The generation of seismic signals in elephants may be a byproduct of vocal communication, but in some situations, may have a larger zone of audibility than its acoustic counterpart. Having the potential to detect the same signal by two different modalities would improve its chances of detection.

The simultaneous monitoring of both airborne and seismic vocalizations can provide cues about the distance of the vocalizing animal, because seismic signals most often travel at a different velocity than their airborne counterparts, which produces a time-of-arrival difference cue that increases with distance from the source (O’Connell-Rodwell et al. 2000a, 2001; Arnason et al. 2002). Seismic communication could supplement airborne communication or be especially beneficial when airborne conditions are not ideal for transmission.
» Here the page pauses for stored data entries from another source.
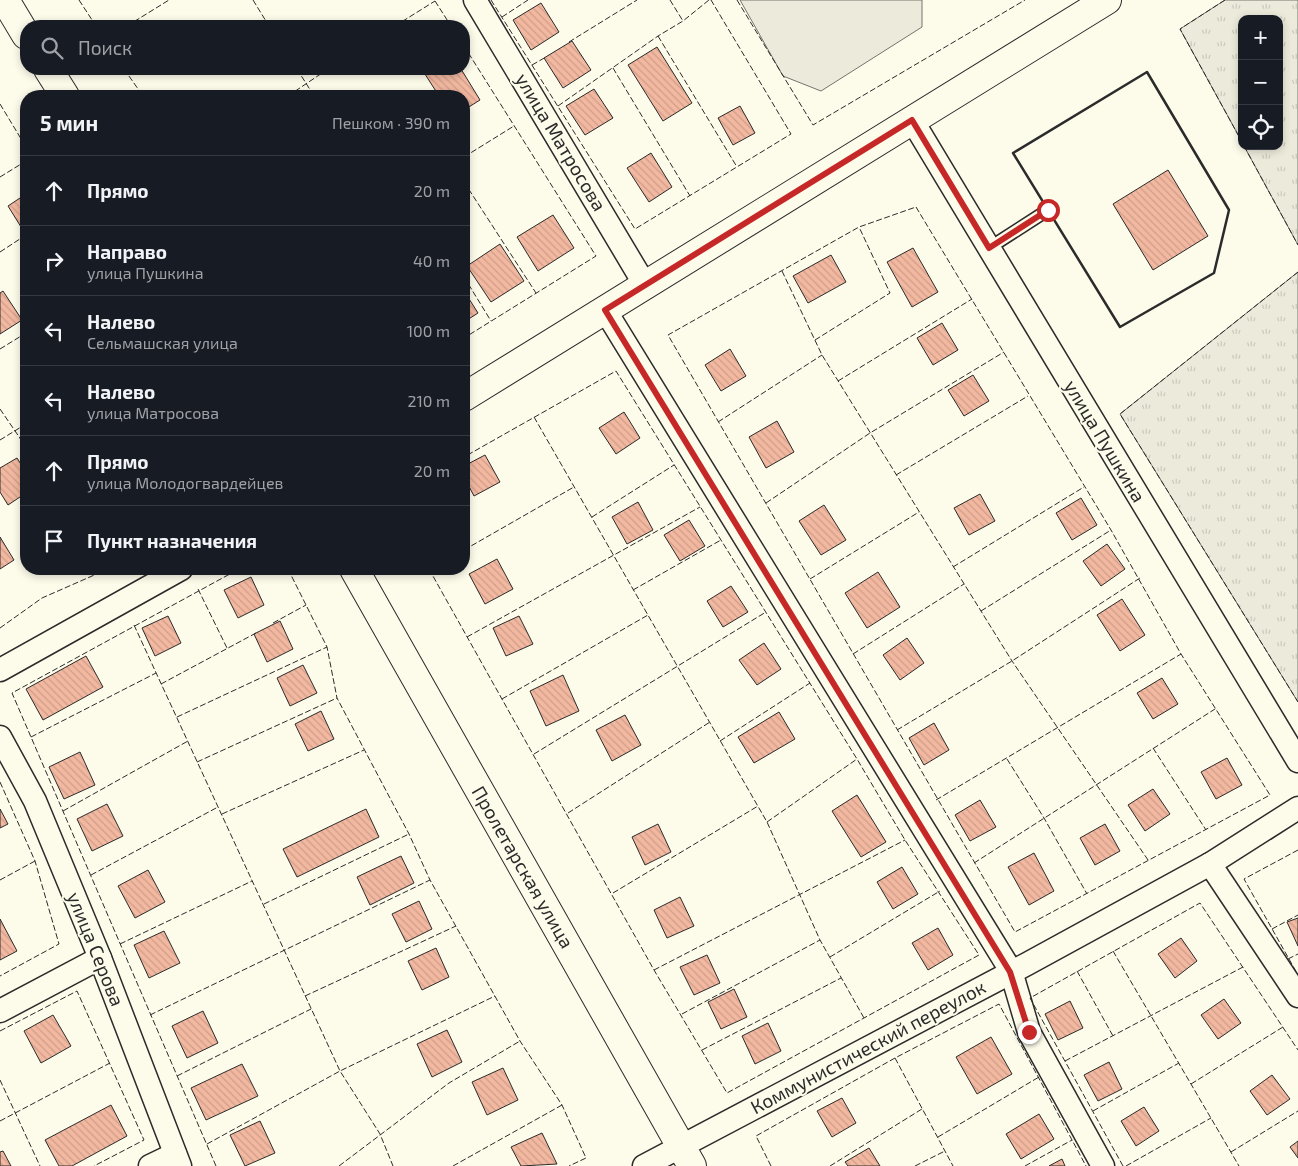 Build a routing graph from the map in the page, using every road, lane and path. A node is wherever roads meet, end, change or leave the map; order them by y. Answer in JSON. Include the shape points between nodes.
{"nodes":[{"id":1,"x":5,"y":0,"type":"edge"},
{"id":2,"x":475,"y":0,"type":"edge"},
{"id":3,"x":1107,"y":0,"type":"edge"},
{"id":4,"x":20,"y":24,"type":"edge"},
{"id":5,"x":52,"y":75,"type":"edge"},
{"id":6,"x":61,"y":90,"type":"edge"},
{"id":7,"x":912,"y":120,"type":"junction"},
{"id":8,"x":1048,"y":210,"type":"dead end"},
{"id":9,"x":989,"y":248,"type":"junction"},
{"id":10,"x":645,"y":284,"type":"junction"},
{"id":11,"x":605,"y":310,"type":"junction"},
{"id":12,"x":470,"y":393,"type":"edge"},
{"id":13,"x":169,"y":575,"type":"edge"},
{"id":14,"x":357,"y":575,"type":"edge"},
{"id":15,"x":0,"y":670,"type":"edge"},
{"id":16,"x":0,"y":737,"type":"edge"},
{"id":17,"x":1298,"y":761,"type":"edge"},
{"id":18,"x":1298,"y":808,"type":"edge"},
{"id":19,"x":1210,"y":864,"type":"junction"},
{"id":20,"x":100,"y":958,"type":"junction"},
{"id":21,"x":1010,"y":972,"type":"junction"},
{"id":22,"x":1298,"y":996,"type":"edge"},
{"id":23,"x":0,"y":1011,"type":"edge"},
{"id":24,"x":687,"y":1156,"type":"edge"},
{"id":25,"x":178,"y":1160,"type":"edge"},
{"id":26,"x":150,"y":1166,"type":"edge"},
{"id":27,"x":644,"y":1166,"type":"edge"},
{"id":28,"x":1103,"y":1166,"type":"edge"}],
"edges":[{"from":1,"to":4,"type":"main road"},
{"from":2,"to":10,"type":"street","name":"улица Матросова"},
{"from":3,"to":7,"type":"main road"},
{"from":5,"to":6,"type":"main road"},
{"from":7,"to":9,"type":"street","name":"улица Пушкина"},
{"from":7,"to":10,"type":"main road"},
{"from":8,"to":9,"type":"lane"},
{"from":9,"to":17,"type":"street","name":"улица Пушкина"},
{"from":10,"to":11,"type":"main road"},
{"from":11,"to":12,"type":"main road"},
{"from":11,"to":21,"type":"street"},
{"from":13,"to":15,"type":"street"},
{"from":14,"to":24,"type":"main road","name":"Пролетарская улица"},
{"from":16,"to":20,"type":"street","name":"улица Серова","via":[[35,801]]},
{"from":18,"to":19,"type":"street","name":"Коммунистический переулок"},
{"from":19,"to":21,"type":"street","name":"Коммунистический переулок"},
{"from":19,"to":22,"type":"street"},
{"from":20,"to":23,"type":"street"},
{"from":20,"to":25,"type":"street","name":"улица Серова"},
{"from":21,"to":24,"type":"street","name":"Коммунистический переулок"},
{"from":21,"to":28,"type":"street","via":[[1029,1032]]},
{"from":24,"to":27,"type":"street","name":"Коммунистический переулок"},
{"from":25,"to":26,"type":"street"}]} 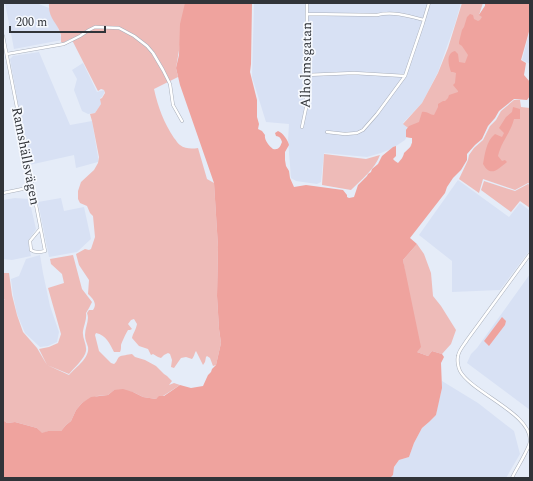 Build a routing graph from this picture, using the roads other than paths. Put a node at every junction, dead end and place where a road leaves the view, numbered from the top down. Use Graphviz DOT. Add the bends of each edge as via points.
graph roads {
  1 [pos="307,3"];
  2 [pos="429,3"];
  3 [pos="307,14"];
  4 [pos="424,20"];
  5 [pos="3,36"];
  6 [pos="7,54"];
  7 [pos="306,75"];
  8 [pos="405,76"];
  9 [pos="182,121"];
  10 [pos="302,127"];
  11 [pos="327,132"];
  12 [pos="32,188"];
  13 [pos="3,193"];
  14 [pos="40,229"];
  15 [pos="530,254"];
  16 [pos="512,478"];
  1 -- 3 [label="street, Alholmsgatan"];
  2 -- 4 [label="street"];
  3 -- 4 [label="street" via="394,14"];
  3 -- 7 [label="street, Alholmsgatan"];
  4 -- 8 [label="street"];
  5 -- 6 [label="street, Ramshällsvägen"];
  6 -- 9 [label="street" via="64,44 95,27 119,28 134,36 153,53 170,84 173,105"];
  6 -- 12 [label="street, Ramshällsvägen"];
  7 -- 8 [label="street" via="354,73"];
  7 -- 10 [label="street, Alholmsgatan" via="306,108"];
  8 -- 11 [label="street" via="363,130 351,134"];
  12 -- 13 [label="street"];
  12 -- 14 [label="street, Ramshällsvägen"];
  14 -- 14 [label="street, Ramshällsvägen" via="45,251 33,252 30,241"];
  15 -- 16 [label="street" via="460,350 458,357 459,370 466,379 514,414 528,428 530,443"];
}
In addition, since seismically transmitted signals are less susceptible to the environmental influences that limit airborne transmission, and geometric spreading also produces less attenuation for seismic than airborne vocalizations (1/√r for seismic as opposed to 1/r for acoustic), seismically transmitted vocalizations are potentially detectable at greater distances than airborne vocalizations (Arnason et al. 2002), depending on signal strength, soil velocity, and frequency-dependent absorption (O’Connell-Rodwell et al. 2001; Gunther et al. 2004).

The sophistication with which elephants can detect vibrational cues indicates that the ground may be a very important resource for elephants to send and receive signals and assess their environment. With a better understanding of the sender–receiver process, vibrational communication could be viewed as increasing the biological distance to an elephant’s already long-distance acoustic communication ability.